Lei Orgânica adequada à realidade de cada município é um desafio, diz coordenador do Instituto Legislativo Brasileiro

por Letícia Almeida Borges publicado 27/06/2017 11h35, última modificação 27/06/2017 11h35
Mais de 240 servidores, parlamentares e prefeitos participam de evento em Palmas

Matéria publicada no site da Câmara Municipal de Palmas em 27/06

 

Auxiliar as Câmaras Municipais de cidades tocantinenses na atualização da Lei Orgânica e do Regimento Interno das Casas de Leis é um dos objetivos da oficina "Interlegis, Marcos Jurídicos" realizada pela Câmara de Palmas em parceria com o Senado Federal. O evento iniciou nesta segunda-feira, 26 e segue até sexta, 30.

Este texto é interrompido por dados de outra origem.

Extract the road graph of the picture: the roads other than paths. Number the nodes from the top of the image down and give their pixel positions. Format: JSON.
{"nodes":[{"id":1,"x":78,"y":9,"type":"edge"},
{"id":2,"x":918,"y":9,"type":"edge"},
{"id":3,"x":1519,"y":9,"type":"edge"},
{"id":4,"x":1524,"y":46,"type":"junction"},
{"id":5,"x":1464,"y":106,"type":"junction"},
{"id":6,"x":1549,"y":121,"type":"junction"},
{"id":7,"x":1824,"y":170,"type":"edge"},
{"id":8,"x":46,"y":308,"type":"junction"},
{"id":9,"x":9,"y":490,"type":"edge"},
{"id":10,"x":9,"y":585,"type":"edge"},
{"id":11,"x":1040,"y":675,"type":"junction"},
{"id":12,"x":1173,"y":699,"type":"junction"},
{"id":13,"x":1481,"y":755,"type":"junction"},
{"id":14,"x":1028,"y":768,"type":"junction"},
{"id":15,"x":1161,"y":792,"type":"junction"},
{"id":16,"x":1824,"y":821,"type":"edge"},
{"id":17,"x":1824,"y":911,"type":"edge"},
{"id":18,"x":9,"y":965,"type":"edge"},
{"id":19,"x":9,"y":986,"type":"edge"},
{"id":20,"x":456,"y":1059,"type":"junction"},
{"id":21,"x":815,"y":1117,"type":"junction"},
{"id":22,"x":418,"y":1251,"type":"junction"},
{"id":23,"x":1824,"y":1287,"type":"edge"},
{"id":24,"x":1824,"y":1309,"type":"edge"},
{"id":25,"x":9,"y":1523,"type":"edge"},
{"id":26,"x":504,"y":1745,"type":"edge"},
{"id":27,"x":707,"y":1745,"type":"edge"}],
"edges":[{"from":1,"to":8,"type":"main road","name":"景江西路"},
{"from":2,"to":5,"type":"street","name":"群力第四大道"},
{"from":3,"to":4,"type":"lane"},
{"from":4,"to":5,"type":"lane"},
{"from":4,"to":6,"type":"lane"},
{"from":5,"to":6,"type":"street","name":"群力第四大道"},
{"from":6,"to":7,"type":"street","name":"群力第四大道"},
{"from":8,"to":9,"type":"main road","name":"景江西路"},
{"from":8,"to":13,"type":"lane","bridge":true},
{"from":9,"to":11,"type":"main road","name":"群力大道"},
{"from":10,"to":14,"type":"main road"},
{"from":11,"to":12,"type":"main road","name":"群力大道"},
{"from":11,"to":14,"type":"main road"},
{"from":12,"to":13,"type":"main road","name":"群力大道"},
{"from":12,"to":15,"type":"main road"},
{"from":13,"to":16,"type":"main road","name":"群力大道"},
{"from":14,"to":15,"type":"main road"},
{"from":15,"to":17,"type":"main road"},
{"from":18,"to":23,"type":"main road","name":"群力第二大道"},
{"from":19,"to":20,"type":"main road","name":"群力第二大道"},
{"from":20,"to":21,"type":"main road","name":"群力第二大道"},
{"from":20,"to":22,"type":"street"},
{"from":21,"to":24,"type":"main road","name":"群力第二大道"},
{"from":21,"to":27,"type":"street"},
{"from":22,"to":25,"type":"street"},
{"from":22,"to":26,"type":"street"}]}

Na ocasião, o palestrante Francisco Biondo, coordenador de Instituto Legislativo Brasileiro, reforçou a necessidade urgente de atualização dos marcos jurídicos. "A oficina auxilia para que os marcos jurídicos fiquem mais atualizados e mais compatíveis com a realidade local de cada cidade", frisou.

Biondo reforçou alguns problemas detectados na maior parte dos municípios. "Existem emendas à constituição federal, a maior parte inerente aos municípios e não há a necessária alteração na legislação municipal, há desentendimento quanto a distribuição das competências privativas da câmara e do executivo. Isso estabelecido de forma clara é fundamental para que o processo legislativo e administrativo aconteçam de forma correta", destacou.

O técnico do Instituto Legislativo Brasileiro, Luis Fernando Machado também reforçou a necessidade de adequação dos marcos jurídicos. "Houve uma disseminação de Leis Orgânicas sem a preocupação com a especificidades locais. Em Votuporanga, interior de São Paulo, encontramos dispositivos que tratam sobre manguezais, se referindo à orla marítima, sendo que o Município fica a mil quilômetros do mar", exemplificou.

Para a prestadora serviços da Câmara de Centenário, Gabriela dos Santos Bezerra, o conhecimento repassado faz a diferença. " As Câmaras do interior possuem pouco acesso à essas informações e o seminário é importante para que os parlamentares vejam que não existe jeitinho, mas sim uma forma correta de legislar", acrescentou.